Records drawn from a dataset
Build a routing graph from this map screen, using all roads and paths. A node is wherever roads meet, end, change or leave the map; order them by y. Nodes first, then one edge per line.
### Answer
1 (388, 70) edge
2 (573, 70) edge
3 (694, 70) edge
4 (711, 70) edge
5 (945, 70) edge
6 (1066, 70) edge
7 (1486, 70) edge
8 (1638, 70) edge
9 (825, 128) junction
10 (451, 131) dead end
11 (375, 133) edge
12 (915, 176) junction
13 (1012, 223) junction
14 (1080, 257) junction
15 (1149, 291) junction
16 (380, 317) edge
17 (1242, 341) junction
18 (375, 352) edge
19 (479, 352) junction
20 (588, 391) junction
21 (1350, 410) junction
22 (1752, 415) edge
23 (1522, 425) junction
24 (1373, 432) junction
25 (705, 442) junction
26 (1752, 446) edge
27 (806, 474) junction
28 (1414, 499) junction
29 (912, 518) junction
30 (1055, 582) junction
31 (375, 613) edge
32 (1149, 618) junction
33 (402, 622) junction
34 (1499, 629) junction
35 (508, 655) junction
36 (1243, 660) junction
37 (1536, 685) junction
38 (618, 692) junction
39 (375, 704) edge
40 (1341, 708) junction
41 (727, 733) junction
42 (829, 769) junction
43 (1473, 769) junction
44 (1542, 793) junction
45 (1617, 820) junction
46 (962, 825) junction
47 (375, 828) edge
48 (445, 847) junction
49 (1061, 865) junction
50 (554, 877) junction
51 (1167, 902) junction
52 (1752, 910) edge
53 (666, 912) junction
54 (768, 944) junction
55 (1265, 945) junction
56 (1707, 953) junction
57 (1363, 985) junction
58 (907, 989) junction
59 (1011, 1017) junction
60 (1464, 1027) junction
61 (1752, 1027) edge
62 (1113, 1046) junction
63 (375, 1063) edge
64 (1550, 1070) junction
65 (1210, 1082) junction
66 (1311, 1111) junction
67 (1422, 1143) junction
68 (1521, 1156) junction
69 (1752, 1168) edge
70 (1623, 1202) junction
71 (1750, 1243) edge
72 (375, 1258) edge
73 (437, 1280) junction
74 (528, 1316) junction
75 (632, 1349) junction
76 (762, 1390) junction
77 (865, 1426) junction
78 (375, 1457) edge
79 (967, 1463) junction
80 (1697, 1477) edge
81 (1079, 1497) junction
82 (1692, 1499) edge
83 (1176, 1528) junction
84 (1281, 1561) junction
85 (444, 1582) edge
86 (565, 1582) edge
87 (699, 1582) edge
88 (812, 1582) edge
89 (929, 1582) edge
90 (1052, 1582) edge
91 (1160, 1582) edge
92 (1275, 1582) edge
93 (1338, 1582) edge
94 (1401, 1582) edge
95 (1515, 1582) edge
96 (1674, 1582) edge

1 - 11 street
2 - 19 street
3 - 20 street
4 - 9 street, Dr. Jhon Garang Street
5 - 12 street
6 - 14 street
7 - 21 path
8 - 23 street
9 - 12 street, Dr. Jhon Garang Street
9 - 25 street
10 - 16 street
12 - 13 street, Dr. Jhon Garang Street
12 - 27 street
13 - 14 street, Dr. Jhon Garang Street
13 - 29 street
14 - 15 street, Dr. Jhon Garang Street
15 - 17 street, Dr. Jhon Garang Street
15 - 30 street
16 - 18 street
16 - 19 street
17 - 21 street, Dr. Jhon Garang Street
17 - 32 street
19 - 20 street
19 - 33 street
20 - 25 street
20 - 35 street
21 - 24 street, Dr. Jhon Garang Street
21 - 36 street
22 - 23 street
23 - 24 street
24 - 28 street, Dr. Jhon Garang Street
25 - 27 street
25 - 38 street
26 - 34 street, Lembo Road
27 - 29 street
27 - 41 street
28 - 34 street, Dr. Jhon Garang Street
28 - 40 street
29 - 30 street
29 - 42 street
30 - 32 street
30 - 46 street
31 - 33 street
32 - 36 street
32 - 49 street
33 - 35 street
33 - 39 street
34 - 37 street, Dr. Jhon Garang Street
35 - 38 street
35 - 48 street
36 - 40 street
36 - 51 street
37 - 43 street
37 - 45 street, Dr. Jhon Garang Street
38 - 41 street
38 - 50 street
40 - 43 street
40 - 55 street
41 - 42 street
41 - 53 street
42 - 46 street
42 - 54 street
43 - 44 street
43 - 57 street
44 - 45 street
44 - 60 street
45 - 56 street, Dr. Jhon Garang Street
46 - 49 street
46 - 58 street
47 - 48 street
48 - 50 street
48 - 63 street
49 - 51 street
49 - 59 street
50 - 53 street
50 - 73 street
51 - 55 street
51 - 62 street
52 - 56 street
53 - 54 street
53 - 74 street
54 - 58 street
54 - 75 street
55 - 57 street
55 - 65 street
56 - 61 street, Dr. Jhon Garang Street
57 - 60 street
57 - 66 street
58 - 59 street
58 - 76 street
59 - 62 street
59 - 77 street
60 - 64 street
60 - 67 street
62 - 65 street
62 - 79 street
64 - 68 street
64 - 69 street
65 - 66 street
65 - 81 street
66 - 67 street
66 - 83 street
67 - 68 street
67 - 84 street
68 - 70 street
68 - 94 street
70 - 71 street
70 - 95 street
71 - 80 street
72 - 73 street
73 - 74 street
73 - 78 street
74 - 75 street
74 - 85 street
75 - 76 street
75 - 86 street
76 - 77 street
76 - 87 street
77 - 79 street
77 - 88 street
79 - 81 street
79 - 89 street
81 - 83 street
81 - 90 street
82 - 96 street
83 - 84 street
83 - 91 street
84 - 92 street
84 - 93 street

§ Problem description
Give back the data above word for word.

§ Written response
Build a routing graph from this map screen, using all roads and paths. A node is wherever roads meet, end, change or leave the map; order them by y. Nodes first, then one edge per line.
### Answer
1 (388, 70) edge
2 (573, 70) edge
3 (694, 70) edge
4 (711, 70) edge
5 (945, 70) edge
6 (1066, 70) edge
7 (1486, 70) edge
8 (1638, 70) edge
9 (825, 128) junction
10 (451, 131) dead end
11 (375, 133) edge
12 (915, 176) junction
13 (1012, 223) junction
14 (1080, 257) junction
15 (1149, 291) junction
16 (380, 317) edge
17 (1242, 341) junction
18 (375, 352) edge
19 (479, 352) junction
20 (588, 391) junction
21 (1350, 410) junction
22 (1752, 415) edge
23 (1522, 425) junction
24 (1373, 432) junction
25 (705, 442) junction
26 (1752, 446) edge
27 (806, 474) junction
28 (1414, 499) junction
29 (912, 518) junction
30 (1055, 582) junction
31 (375, 613) edge
32 (1149, 618) junction
33 (402, 622) junction
34 (1499, 629) junction
35 (508, 655) junction
36 (1243, 660) junction
37 (1536, 685) junction
38 (618, 692) junction
39 (375, 704) edge
40 (1341, 708) junction
41 (727, 733) junction
42 (829, 769) junction
43 (1473, 769) junction
44 (1542, 793) junction
45 (1617, 820) junction
46 (962, 825) junction
47 (375, 828) edge
48 (445, 847) junction
49 (1061, 865) junction
50 (554, 877) junction
51 (1167, 902) junction
52 (1752, 910) edge
53 (666, 912) junction
54 (768, 944) junction
55 (1265, 945) junction
56 (1707, 953) junction
57 (1363, 985) junction
58 (907, 989) junction
59 (1011, 1017) junction
60 (1464, 1027) junction
61 (1752, 1027) edge
62 (1113, 1046) junction
63 (375, 1063) edge
64 (1550, 1070) junction
65 (1210, 1082) junction
66 (1311, 1111) junction
67 (1422, 1143) junction
68 (1521, 1156) junction
69 (1752, 1168) edge
70 (1623, 1202) junction
71 (1750, 1243) edge
72 (375, 1258) edge
73 (437, 1280) junction
74 (528, 1316) junction
75 (632, 1349) junction
76 (762, 1390) junction
77 (865, 1426) junction
78 (375, 1457) edge
79 (967, 1463) junction
80 (1697, 1477) edge
81 (1079, 1497) junction
82 (1692, 1499) edge
83 (1176, 1528) junction
84 (1281, 1561) junction
85 (444, 1582) edge
86 (565, 1582) edge
87 (699, 1582) edge
88 (812, 1582) edge
89 (929, 1582) edge
90 (1052, 1582) edge
91 (1160, 1582) edge
92 (1275, 1582) edge
93 (1338, 1582) edge
94 (1401, 1582) edge
95 (1515, 1582) edge
96 (1674, 1582) edge

1 - 11 street
2 - 19 street
3 - 20 street
4 - 9 street, Dr. Jhon Garang Street
5 - 12 street
6 - 14 street
7 - 21 path
8 - 23 street
9 - 12 street, Dr. Jhon Garang Street
9 - 25 street
10 - 16 street
12 - 13 street, Dr. Jhon Garang Street
12 - 27 street
13 - 14 street, Dr. Jhon Garang Street
13 - 29 street
14 - 15 street, Dr. Jhon Garang Street
15 - 17 street, Dr. Jhon Garang Street
15 - 30 street
16 - 18 street
16 - 19 street
17 - 21 street, Dr. Jhon Garang Street
17 - 32 street
19 - 20 street
19 - 33 street
20 - 25 street
20 - 35 street
21 - 24 street, Dr. Jhon Garang Street
21 - 36 street
22 - 23 street
23 - 24 street
24 - 28 street, Dr. Jhon Garang Street
25 - 27 street
25 - 38 street
26 - 34 street, Lembo Road
27 - 29 street
27 - 41 street
28 - 34 street, Dr. Jhon Garang Street
28 - 40 street
29 - 30 street
29 - 42 street
30 - 32 street
30 - 46 street
31 - 33 street
32 - 36 street
32 - 49 street
33 - 35 street
33 - 39 street
34 - 37 street, Dr. Jhon Garang Street
35 - 38 street
35 - 48 street
36 - 40 street
36 - 51 street
37 - 43 street
37 - 45 street, Dr. Jhon Garang Street
38 - 41 street
38 - 50 street
40 - 43 street
40 - 55 street
41 - 42 street
41 - 53 street
42 - 46 street
42 - 54 street
43 - 44 street
43 - 57 street
44 - 45 street
44 - 60 street
45 - 56 street, Dr. Jhon Garang Street
46 - 49 street
46 - 58 street
47 - 48 street
48 - 50 street
48 - 63 street
49 - 51 street
49 - 59 street
50 - 53 street
50 - 73 street
51 - 55 street
51 - 62 street
52 - 56 street
53 - 54 street
53 - 74 street
54 - 58 street
54 - 75 street
55 - 57 street
55 - 65 street
56 - 61 street, Dr. Jhon Garang Street
57 - 60 street
57 - 66 street
58 - 59 street
58 - 76 street
59 - 62 street
59 - 77 street
60 - 64 street
60 - 67 street
62 - 65 street
62 - 79 street
64 - 68 street
64 - 69 street
65 - 66 street
65 - 81 street
66 - 67 street
66 - 83 street
67 - 68 street
67 - 84 street
68 - 70 street
68 - 94 street
70 - 71 street
70 - 95 street
71 - 80 street
72 - 73 street
73 - 74 street
73 - 78 street
74 - 75 street
74 - 85 street
75 - 76 street
75 - 86 street
76 - 77 street
76 - 87 street
77 - 79 street
77 - 88 street
79 - 81 street
79 - 89 street
81 - 83 street
81 - 90 street
82 - 96 street
83 - 84 street
83 - 91 street
84 - 92 street
84 - 93 street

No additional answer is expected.